Filter the records, keeping every line that has the string "هلال".
Top of DATASET RECORDS
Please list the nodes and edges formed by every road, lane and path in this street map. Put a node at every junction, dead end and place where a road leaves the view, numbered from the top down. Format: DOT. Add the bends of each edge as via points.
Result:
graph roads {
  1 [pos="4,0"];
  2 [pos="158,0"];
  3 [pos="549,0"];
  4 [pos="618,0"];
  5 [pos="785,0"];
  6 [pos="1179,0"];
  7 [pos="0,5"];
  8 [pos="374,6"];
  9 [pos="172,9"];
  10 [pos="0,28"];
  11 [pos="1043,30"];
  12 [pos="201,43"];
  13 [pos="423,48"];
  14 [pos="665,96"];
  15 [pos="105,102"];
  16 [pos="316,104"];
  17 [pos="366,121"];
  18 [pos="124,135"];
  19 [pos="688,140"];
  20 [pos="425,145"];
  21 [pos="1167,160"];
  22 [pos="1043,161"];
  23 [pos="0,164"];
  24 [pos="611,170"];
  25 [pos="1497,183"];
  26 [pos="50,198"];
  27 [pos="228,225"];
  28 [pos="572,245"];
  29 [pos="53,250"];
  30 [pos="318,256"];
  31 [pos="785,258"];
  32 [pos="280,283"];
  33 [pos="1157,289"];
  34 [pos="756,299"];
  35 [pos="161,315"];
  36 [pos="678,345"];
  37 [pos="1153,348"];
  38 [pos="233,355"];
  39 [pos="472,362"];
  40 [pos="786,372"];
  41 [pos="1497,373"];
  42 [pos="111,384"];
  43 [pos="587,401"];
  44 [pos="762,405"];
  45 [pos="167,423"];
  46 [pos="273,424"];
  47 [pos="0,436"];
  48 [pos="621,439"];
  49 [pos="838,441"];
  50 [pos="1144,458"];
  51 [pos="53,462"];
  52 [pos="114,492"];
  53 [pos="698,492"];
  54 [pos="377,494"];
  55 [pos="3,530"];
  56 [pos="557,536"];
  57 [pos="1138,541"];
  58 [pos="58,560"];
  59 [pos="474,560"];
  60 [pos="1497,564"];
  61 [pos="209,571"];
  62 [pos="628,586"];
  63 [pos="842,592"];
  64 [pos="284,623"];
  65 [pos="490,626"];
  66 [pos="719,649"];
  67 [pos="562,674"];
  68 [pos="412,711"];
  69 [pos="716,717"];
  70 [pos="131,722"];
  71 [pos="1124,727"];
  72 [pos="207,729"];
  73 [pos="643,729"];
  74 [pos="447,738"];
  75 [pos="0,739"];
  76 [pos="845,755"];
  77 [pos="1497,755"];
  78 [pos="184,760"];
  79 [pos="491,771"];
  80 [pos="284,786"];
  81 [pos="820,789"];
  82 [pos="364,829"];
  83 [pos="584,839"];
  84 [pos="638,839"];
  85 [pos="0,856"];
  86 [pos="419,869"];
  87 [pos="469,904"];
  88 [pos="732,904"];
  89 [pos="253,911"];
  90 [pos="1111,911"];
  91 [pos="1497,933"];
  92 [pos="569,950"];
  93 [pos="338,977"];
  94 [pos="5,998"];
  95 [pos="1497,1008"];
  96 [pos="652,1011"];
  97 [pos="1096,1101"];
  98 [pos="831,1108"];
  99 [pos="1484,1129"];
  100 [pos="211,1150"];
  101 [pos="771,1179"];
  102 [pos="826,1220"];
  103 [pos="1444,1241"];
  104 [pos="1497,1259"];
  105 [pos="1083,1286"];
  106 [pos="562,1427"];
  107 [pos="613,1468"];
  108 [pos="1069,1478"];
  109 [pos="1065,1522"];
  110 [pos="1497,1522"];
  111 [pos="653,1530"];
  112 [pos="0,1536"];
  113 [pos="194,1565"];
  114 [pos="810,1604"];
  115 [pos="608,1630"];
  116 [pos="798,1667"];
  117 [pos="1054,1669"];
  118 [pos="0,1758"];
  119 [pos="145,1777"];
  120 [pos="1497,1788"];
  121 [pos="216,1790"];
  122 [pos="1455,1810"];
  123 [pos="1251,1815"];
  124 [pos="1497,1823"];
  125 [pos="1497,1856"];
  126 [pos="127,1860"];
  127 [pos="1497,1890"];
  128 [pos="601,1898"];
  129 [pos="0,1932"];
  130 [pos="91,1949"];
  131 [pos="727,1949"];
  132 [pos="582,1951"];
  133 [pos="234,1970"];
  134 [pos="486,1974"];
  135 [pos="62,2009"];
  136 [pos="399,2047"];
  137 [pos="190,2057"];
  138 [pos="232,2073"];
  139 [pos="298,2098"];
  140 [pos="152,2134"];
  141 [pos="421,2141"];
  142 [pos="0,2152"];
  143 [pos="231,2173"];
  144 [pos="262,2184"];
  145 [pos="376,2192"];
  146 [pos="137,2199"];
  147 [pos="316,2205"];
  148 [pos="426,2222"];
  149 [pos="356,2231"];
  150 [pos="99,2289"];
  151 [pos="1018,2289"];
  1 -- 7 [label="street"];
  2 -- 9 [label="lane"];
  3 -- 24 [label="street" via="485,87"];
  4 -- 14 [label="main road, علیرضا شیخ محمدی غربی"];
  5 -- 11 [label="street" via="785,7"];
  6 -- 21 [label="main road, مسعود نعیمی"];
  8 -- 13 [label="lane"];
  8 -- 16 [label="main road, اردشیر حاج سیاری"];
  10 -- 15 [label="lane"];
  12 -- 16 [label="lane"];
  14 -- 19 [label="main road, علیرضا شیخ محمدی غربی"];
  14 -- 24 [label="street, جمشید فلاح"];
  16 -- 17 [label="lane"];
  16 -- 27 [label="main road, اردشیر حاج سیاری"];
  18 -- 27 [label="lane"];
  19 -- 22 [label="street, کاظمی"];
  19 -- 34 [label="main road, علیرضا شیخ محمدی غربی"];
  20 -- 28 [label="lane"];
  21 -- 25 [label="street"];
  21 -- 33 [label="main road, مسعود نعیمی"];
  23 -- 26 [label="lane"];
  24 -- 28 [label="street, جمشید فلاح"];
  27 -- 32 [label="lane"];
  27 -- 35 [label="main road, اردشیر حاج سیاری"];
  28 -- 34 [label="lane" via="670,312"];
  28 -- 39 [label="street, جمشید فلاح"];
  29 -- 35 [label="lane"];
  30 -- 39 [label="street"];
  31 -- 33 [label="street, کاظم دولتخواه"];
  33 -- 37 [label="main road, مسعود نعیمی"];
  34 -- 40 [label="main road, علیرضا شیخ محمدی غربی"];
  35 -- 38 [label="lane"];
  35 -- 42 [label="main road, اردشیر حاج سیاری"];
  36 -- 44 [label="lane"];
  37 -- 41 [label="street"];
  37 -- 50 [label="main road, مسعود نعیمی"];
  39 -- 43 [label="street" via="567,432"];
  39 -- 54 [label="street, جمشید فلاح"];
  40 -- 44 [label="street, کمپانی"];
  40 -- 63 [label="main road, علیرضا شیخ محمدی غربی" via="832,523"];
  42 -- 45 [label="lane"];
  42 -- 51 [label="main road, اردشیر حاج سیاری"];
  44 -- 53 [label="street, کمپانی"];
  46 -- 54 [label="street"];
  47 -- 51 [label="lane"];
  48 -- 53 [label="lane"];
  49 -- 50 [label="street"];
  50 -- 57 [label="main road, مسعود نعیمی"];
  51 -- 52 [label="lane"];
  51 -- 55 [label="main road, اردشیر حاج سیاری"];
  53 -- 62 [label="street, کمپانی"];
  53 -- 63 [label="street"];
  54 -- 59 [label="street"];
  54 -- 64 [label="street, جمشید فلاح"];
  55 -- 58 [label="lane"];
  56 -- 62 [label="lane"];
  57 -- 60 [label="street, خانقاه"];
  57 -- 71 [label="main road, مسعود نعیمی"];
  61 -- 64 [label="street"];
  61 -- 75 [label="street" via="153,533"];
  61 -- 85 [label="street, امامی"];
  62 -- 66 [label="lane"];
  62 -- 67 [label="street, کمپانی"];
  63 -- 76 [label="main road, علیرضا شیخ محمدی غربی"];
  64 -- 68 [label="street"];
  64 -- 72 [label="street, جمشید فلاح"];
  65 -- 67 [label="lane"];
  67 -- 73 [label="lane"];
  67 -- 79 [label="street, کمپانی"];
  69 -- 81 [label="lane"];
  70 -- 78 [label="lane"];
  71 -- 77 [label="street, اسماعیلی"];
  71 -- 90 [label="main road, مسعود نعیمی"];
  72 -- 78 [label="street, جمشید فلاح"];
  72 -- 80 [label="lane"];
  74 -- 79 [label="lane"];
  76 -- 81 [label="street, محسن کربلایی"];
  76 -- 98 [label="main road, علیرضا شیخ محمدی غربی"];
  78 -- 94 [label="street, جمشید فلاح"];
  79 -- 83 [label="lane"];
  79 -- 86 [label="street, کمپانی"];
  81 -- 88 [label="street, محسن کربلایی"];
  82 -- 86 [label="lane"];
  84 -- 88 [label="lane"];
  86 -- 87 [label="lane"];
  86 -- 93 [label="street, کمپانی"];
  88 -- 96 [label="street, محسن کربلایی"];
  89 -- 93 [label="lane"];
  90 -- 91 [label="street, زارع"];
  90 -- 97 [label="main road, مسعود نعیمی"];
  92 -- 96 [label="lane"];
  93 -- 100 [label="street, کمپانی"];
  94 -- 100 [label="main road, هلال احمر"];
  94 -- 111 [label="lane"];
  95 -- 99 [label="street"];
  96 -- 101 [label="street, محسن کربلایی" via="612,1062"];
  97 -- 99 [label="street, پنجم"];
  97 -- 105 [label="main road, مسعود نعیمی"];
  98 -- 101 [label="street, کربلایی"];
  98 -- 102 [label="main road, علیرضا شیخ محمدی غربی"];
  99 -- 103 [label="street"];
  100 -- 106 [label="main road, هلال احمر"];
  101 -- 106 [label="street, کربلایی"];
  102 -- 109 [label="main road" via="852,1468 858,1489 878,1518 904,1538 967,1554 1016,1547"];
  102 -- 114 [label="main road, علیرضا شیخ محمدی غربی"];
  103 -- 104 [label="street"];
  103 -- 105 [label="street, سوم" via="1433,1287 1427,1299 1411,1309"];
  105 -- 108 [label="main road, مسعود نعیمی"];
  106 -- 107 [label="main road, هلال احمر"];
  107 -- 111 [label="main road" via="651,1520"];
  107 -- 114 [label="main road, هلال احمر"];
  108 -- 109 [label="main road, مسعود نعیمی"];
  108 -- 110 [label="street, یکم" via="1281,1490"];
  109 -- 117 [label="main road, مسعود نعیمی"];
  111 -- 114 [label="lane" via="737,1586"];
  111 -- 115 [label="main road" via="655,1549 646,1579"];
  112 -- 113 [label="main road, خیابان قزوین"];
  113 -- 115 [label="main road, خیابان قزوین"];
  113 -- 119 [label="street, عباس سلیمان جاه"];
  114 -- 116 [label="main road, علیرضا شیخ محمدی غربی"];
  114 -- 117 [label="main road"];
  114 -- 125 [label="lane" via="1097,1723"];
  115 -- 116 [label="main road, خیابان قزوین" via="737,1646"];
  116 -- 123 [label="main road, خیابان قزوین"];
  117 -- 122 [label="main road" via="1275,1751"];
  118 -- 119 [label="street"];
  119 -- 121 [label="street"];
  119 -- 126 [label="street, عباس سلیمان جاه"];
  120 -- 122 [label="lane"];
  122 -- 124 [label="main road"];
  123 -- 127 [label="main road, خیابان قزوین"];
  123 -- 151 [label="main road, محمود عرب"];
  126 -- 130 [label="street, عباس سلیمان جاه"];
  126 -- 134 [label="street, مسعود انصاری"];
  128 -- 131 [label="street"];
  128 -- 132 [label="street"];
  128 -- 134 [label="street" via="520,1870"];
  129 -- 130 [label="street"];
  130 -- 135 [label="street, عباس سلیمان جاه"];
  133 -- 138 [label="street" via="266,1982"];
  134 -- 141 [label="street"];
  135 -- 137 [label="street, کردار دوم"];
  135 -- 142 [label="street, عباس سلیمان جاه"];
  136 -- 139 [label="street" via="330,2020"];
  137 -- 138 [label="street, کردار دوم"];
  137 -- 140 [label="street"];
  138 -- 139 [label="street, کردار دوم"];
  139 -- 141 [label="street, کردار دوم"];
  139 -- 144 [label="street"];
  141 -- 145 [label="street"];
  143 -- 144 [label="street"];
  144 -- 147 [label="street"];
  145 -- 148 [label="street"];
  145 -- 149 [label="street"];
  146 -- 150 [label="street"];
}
Bottom of DATASET RECORDS
SOLUTION TO THE EXERCISE:
  94 -- 100 [label="main road, هلال احمر"];
  100 -- 106 [label="main road, هلال احمر"];
  106 -- 107 [label="main road, هلال احمر"];
  107 -- 114 [label="main road, هلال احمر"];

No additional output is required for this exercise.